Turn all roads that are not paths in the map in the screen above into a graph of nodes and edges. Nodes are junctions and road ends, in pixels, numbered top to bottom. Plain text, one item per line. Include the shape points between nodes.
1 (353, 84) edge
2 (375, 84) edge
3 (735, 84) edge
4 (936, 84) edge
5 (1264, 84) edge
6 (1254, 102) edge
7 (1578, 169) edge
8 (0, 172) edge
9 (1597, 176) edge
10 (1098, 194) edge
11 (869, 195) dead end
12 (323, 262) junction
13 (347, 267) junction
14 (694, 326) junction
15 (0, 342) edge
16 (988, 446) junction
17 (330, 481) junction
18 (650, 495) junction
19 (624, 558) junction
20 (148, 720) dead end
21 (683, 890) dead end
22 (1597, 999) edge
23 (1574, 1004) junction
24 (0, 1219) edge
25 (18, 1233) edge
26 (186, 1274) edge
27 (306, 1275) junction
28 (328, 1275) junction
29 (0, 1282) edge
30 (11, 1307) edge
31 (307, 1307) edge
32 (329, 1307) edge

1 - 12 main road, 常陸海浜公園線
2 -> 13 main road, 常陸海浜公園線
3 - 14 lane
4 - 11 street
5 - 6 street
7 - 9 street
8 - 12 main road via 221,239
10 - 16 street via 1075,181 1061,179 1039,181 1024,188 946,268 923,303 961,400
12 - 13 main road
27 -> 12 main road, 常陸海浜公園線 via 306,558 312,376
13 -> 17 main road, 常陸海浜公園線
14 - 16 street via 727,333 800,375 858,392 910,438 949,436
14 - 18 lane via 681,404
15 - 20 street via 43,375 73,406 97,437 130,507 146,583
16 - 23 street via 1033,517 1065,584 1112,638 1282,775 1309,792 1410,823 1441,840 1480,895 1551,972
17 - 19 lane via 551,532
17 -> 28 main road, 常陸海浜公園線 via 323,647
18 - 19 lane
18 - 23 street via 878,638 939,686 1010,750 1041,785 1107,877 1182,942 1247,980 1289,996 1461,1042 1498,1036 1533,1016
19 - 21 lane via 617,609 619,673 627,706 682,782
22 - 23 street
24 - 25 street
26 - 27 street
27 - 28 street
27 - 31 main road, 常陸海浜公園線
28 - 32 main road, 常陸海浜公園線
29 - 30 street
-*-*-
● **EXERCISE**:
I need each line of the entries that holds the string "lane" located and copied.

● **YOUR RESPONSE**:
3 - 14 lane
14 - 18 lane via 681,404
17 - 19 lane via 551,532
18 - 19 lane
19 - 21 lane via 617,609 619,673 627,706 682,782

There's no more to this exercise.